The offense was, once again, struggling against Diego Castillo in the opener role. They went down in order in the first with two strikeouts, though they did get to him a bit in the second. Xander Bogaerts and Núñez each got singles to put runners on the corners with two outs, and that’s when Jalen Beeks entered the game to face Blake Swihart. The catcher could’t come through, popping out to the second baseman to strand the runners and keep the score knotted at zero, at least at the time.

They entered the third trailing by three and looking to get some of that momentum back, and they were able to do just that against Beeks. Mookie Betts started that rally with a one-out walk, and a pair of infield singles to Matt Duffy at third base loaded the bases with two outs for Bogaerts. He came through as he so often has in these situations, ripping a two-run single into left field to cut the deficit to one. That gave Ian Kinsler a chance to keep the rally going, but he could not and the Sox had to settle for the two runs.

This is where everything started crashing and burning for Velazquez, and really just for the Red Sox. The inning started with a single — get used to that — but it didn’t matter much because Duffy was quickly caught stealing second. After a strikeout gave Velazquez two outs with nobody on, the floodgates opened. Choi singled. Then Adames singled. Then, with two on, Kevin Kiermaier singled, except it’s absurd that it was ruled a hit. It was a routine grounder to first that got under Steve Pearce’s glove and should have ended the inning. Instead, it scored a run and kept things going. After that should-be error, the Rays got three more singles in a row, and in the blink of an eye it was 8-2. There was some criticism of Alex Cora for leaving Velazquez in, and while I certainly wouldn’t have complained about a pitching change and believe the righty’s lack of strikeout stuff played a role, it was a bunch of singles. Either way, Drew Pomeranz came in after the Rays got their last single and ended the inning.

From there, things were pretty much settled as the Rays had taken complete control of the game. They added on two more against Pomeranz when Adames hit a two-out, two-run homer to straight away center field. Beyond that, Pomeranz was mostly solid, throwing 4 13 innings and saving the bullpen from getting totally wrecked in the first game of this series.

Joe Kelly got an inning of work as well, and he didn’t allow a run in the effort, though he did have to work around a couple baserunners.

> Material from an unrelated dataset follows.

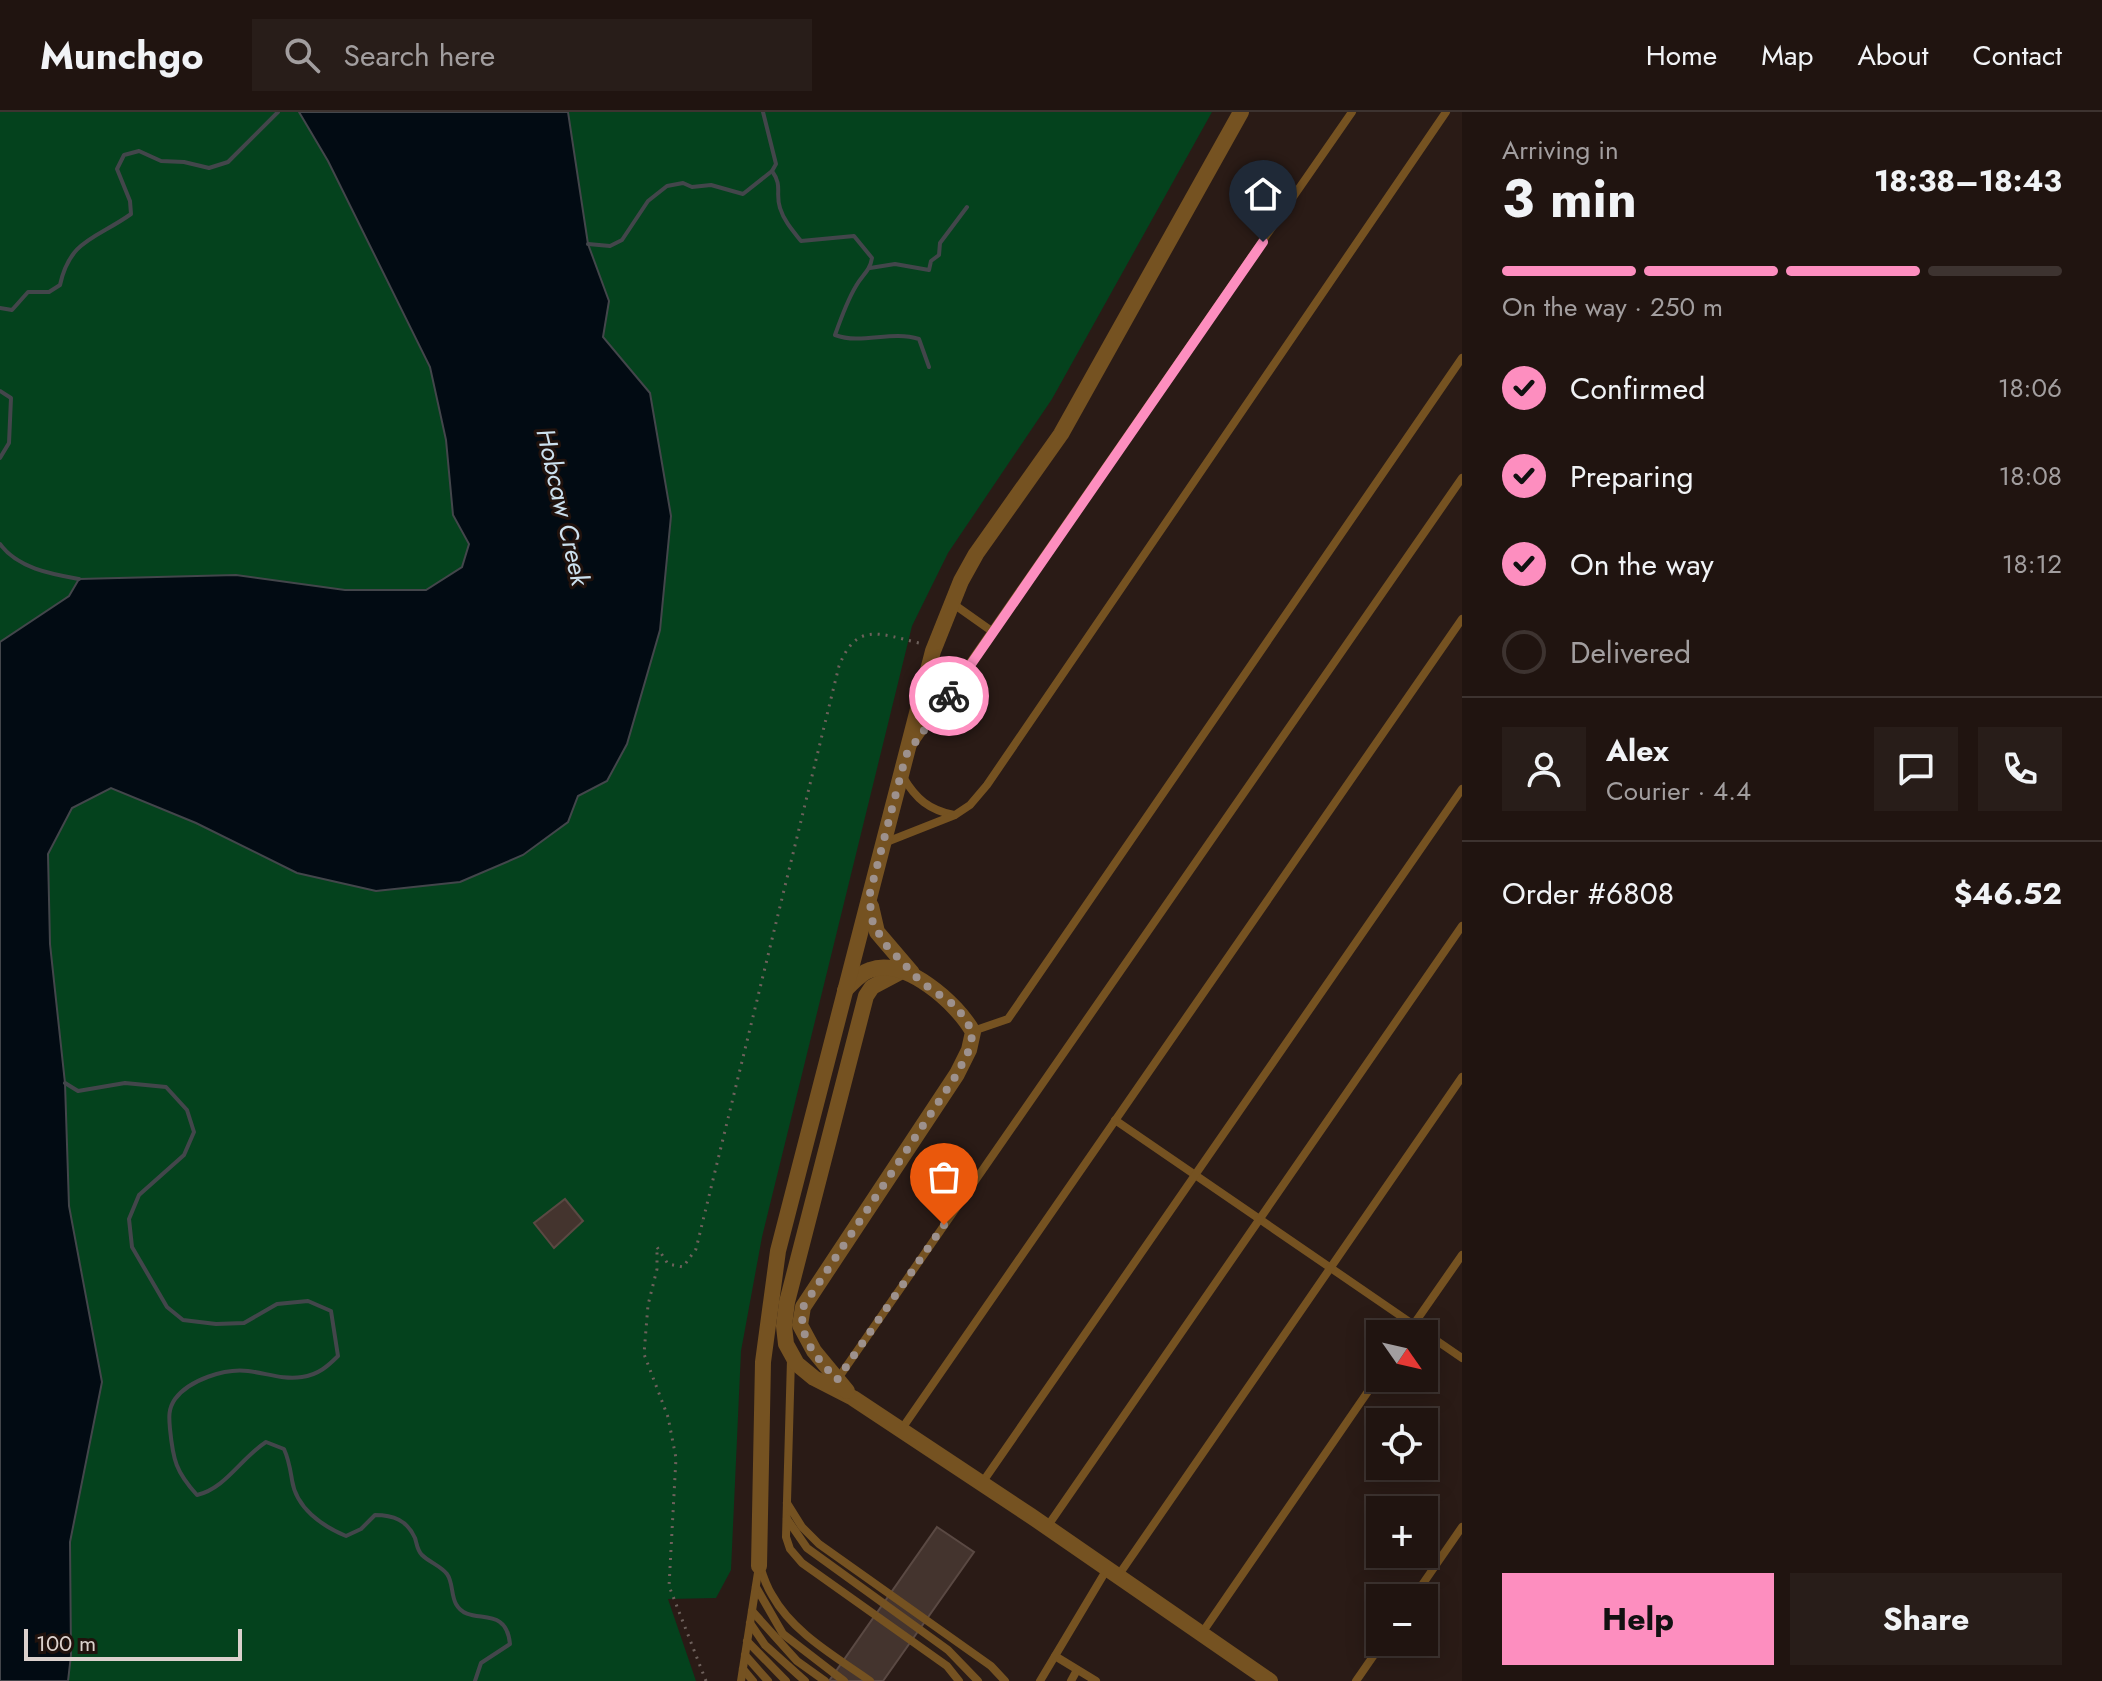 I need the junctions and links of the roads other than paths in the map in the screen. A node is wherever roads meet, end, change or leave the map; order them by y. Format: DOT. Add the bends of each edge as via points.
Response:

As for the offense, they did get something going in the fifth and scored a run on J.D. Martinez’ 110th RBI of the year, but that was about it. They did load the bases in the eighth, but they couldn’t plate any runs. Fun night!

The Red Sox will look to shake this one off pretty quickly with the second game of this three-game set on Saturday. They’ll be sending Rick Porcello to the mound against another opener for Tampa Bay. First pitch will be at 6:10 PM ET.

As for the division, well, the Yankees and Orioles are still playing right now. They are in extra innings but Neil Walker just hit a go-ahead homer. If the Yankees hold on to that lead the Red Sox will lead the AL East by 8.5 games.